As evidence piles up that prisons are extraordinarily expensive and, at the same time, singularly ineffective in rehabilitating inmates; and as the racially divisive impact of incarceration trends becomes ever-harder to ignore, so an opportunity for real, smart, reform, is opening up. But it comes with a risk attached. And the risk is that states which have spent decades creating vast penal systems will suddenly stampede to release inmates simply so as to save money in these cash-strapped times or to mute criticism of the socially divisive impact of high incarceration levels.

In this regards, I was particularly struck by an essay in Daedalus by Robert Weisberg and Joan Petersilia, of the Criminal Justice Center at the Stanford Law School. Beware of Pyrrhic victories, they warned reformers; beware of a rush to early release that ends up doing more harm than good.

As a historical parallel the authors looked at what happened in the 1960s and 1970s when an earlier era of wholesale incarceration - this time of the mentally ill in asylums - was brought to a close.
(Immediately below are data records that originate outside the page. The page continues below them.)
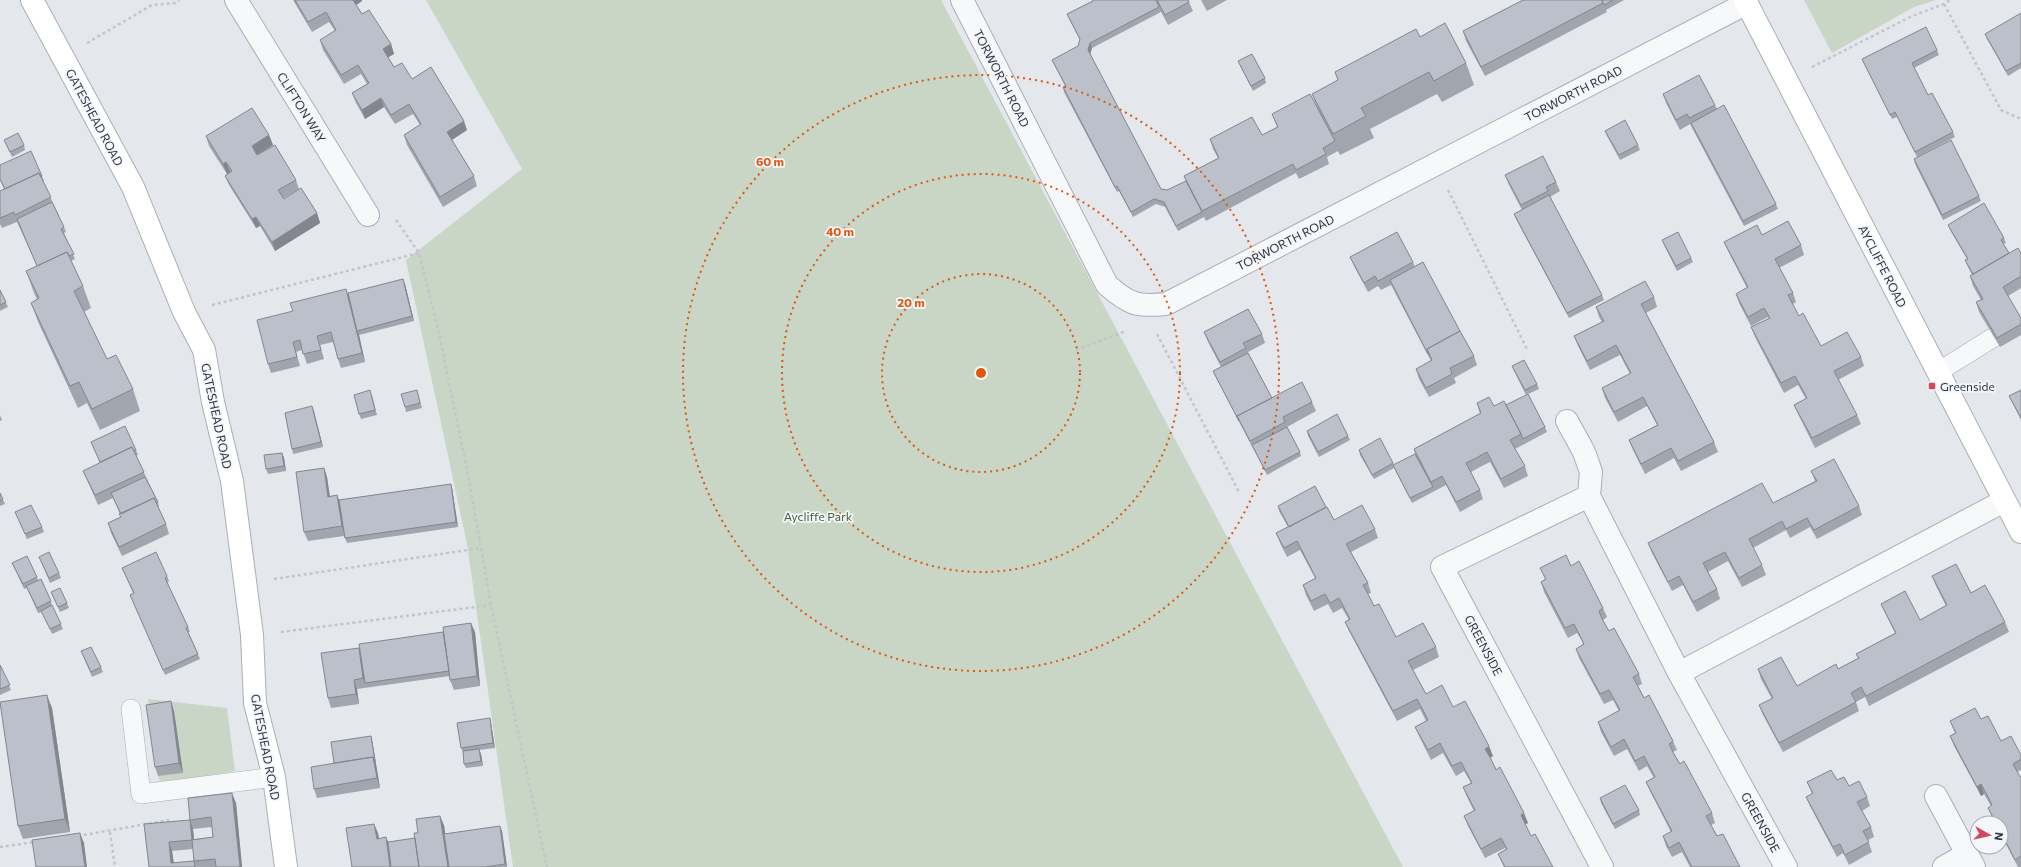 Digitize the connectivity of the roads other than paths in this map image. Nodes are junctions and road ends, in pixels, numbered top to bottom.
1 (32, 0) edge
2 (236, 0) edge
3 (962, 0) edge
4 (1746, 2) edge
5 (368, 215) dead end
6 (1994, 337) edge
7 (1938, 372) junction
8 (1567, 421) dead end
9 (1589, 496) junction
10 (2004, 501) junction
11 (2021, 532) edge
12 (1679, 673) junction
13 (131, 709) dead end
14 (274, 777) junction
15 (1936, 796) dead end
16 (1971, 861) edge
17 (286, 867) edge
18 (1602, 867) edge
19 (1786, 867) edge
20 (1944, 867) edge

1 - 14 street, GATESHEAD ROAD
2 - 5 street, CLIFTON WAY
3 - 4 street, TORWORTH ROAD
4 - 7 street, AYCLIFFE ROAD
6 - 7 lane
7 - 10 street, AYCLIFFE ROAD
8 - 9 street
9 - 12 street, GREENSIDE
9 - 18 street, GREENSIDE
10 - 11 street, AYCLIFFE ROAD
10 - 12 street
12 - 19 street, GREENSIDE
13 - 14 lane
14 - 17 street, GATESHEAD ROAD
15 - 16 street
16 - 20 street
Heralded as "deinstutionalization," as a humane alternative to brutal hospitals, oftentimes the mentally ill were simply released into a void. "The consequences in some places were horrible," the authors write. "In part because the irresistible mantra of treating the mentally ill in 'the community' ignored the problem that there often was no 'community.' In reality, there was inner-city slum public housing which soon became a psychiatric ghetto."

Petersilia and Weisberg fear a similar process could unfold vis-à-vis returned-to-the-community prisoners. They fear a fierce backlash "if advocates focus solely on the goal of reducing mass incarceration without advocating simultaneously for a sufficient infusion of funds to help criminal offenders become law-abiding citizens." They warn of "millions of young men who may be relieved of the immediate burden of formal state custody but will hardly be prepared to enjoy all the potential benefits thereof."
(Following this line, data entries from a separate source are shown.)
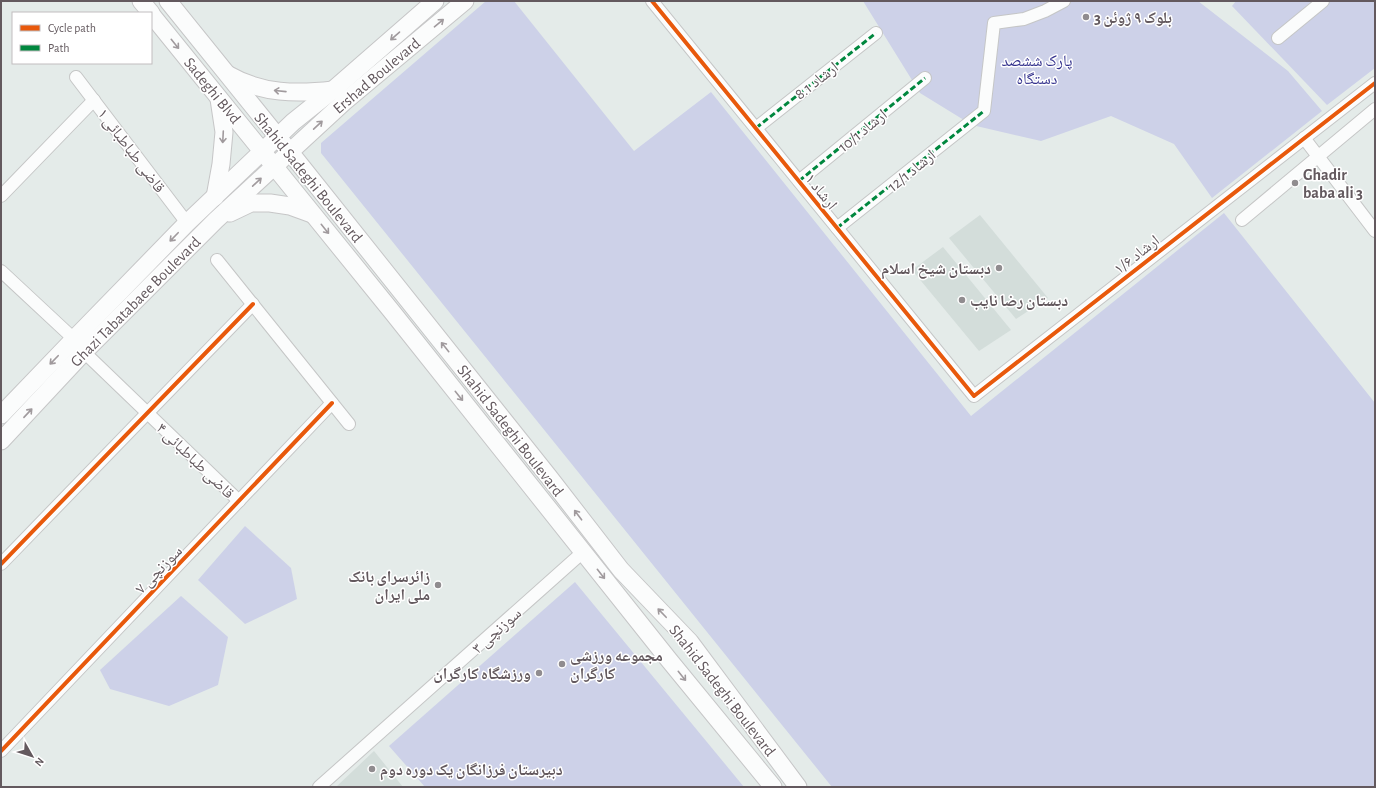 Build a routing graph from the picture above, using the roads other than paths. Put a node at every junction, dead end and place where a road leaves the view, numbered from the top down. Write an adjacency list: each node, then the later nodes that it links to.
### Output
1 (141, 1): 8 (main road, Sadeghi Blvd)
2 (168, 1): 12 (main road, Sadeghi Blvd)
3 (435, 1): 16 (main road, Ershad Boulevard, one-way to 16)
4 (465, 1): 24 (main road, Ershad Boulevard, one-way to 4)
5 (652, 1): 20 (street, ارشاد ۱)
6 (1064, 1): 34 (street, ارشاد 12/1)
7 (1323, 1): 11 (street)
8 (150, 12)
9 (152, 14): 17 (main road, Sadeghi Blvd, one-way to 17)
10 (876, 33): 20 (street, ارشاد 8.1)
11 (1278, 38)
12 (224, 72): 16 (main road, one-way to 12); 22 (main road, Shahid Sadeghi Boulevard)
13 (76, 77): 18 (street, قاضی طباطبائی ۱)
14 (925, 78): 27 (street, ارشاد 10/1)
15 (1375, 83): 21 (street, ارشاد ۱/۶)
16 (333, 90): 22 (main road, Ershad Boulevard)
17 (219, 98): 23 (main road, Sadeghi Blvd); 29 (main road, one-way to 29)
18 (94, 100): 28 (street); 33 (street, قاضی طباطبائی ۱)
19 (1375, 109): 25 (street)
20 (756, 128): 27 (street, ارشاد ۱)
21 (1308, 134): 25 (street); 41 (street, ارشاد ۱/۶)
22 (278, 137): 23 (main road, Ershad Boulevard); 24 (main road, Shahid Sadeghi Boulevard)
23 (262, 151): 26 (main road, Sadeghi Blvd); 29 (main road, Ghazi Tabatabaee Boulevard)
24 (290, 152): 26 (main road, Ershad Boulevard); 50 (main road, Shahid Sadeghi Boulevard, one-way to 24)
25 (1319, 156): 32 (street); 35 (street)
26 (274, 166): 30 (main road, Shahid Sadeghi Boulevard); 31 (main road, Ghazi Tabatabaee Boulevard, one-way to 26)
27 (799, 181): 34 (street, ارشاد ۱)
28 (1, 196)
29 (215, 197): 33 (main road, Ghazi Tabatabaee Boulevard)
30 (313, 214): 31 (main road); 48 (main road, Shahid Sadeghi Boulevard, one-way to 48)
31 (216, 220): 40 (main road, Ghazi Tabatabaee Boulevard)
32 (1242, 220)
33 (187, 223): 39 (main road, Ghazi Tabatabaee Boulevard, one-way to 39)
34 (837, 228): 41 (street, ارشاد ۱)
35 (1375, 231)
36 (217, 260): 38 (street)
37 (1, 271): 39 (street)
38 (254, 304): 42 (street); 43 (street)
39 (74, 339): 44 (main road, Ghazi Tabatabaee Boulevard, one-way to 44)
40 (84, 352): 43 (street, قاضی طباطبائی ۴); 46 (main road, Ghazi Tabatabaee Boulevard, one-way to 40)
41 (974, 396)
42 (332, 403): 45 (street); 47 (street, سوزنچی ۷)
43 (147, 413): 47 (street, قاضی طباطبائی ۴); 49 (street)
44 (1, 415)
45 (349, 424)
46 (1, 441)
47 (239, 501): 52 (street, سوزنچی ۷)
48 (583, 552): 51 (main road, Shahid Sadeghi Boulevard, one-way to 51); 53 (street, سوزنچی ۳)
49 (1, 564)
50 (690, 642): 51 (main road); 55 (main road, Shahid Sadeghi Boulevard)
51 (669, 660): 54 (main road, Shahid Sadeghi Boulevard, one-way to 54)
52 (1, 751)
53 (319, 787)
54 (774, 787)
55 (798, 787)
Criminal justice spending can't be insulated from public sector cuts. Nor should it. But, at the same time, it oughtn't to be seen as the magic bullet for rescuing dilapidated state finances. Deinstitutionalization, whether of the mentally ill or of non-violent, often-addicted prisoners, should never be done on the cheap. To work, states have to be willing to do some heavy lifting and create networks of new institutions to help these men and women function on the outside. In the long run they will cost considerably less to maintain than do prisons, but, unavoidably, in the immediate future states will have to incur considerable start-up costs. It is, however, as the Daedalus essayists show, a price worth paying.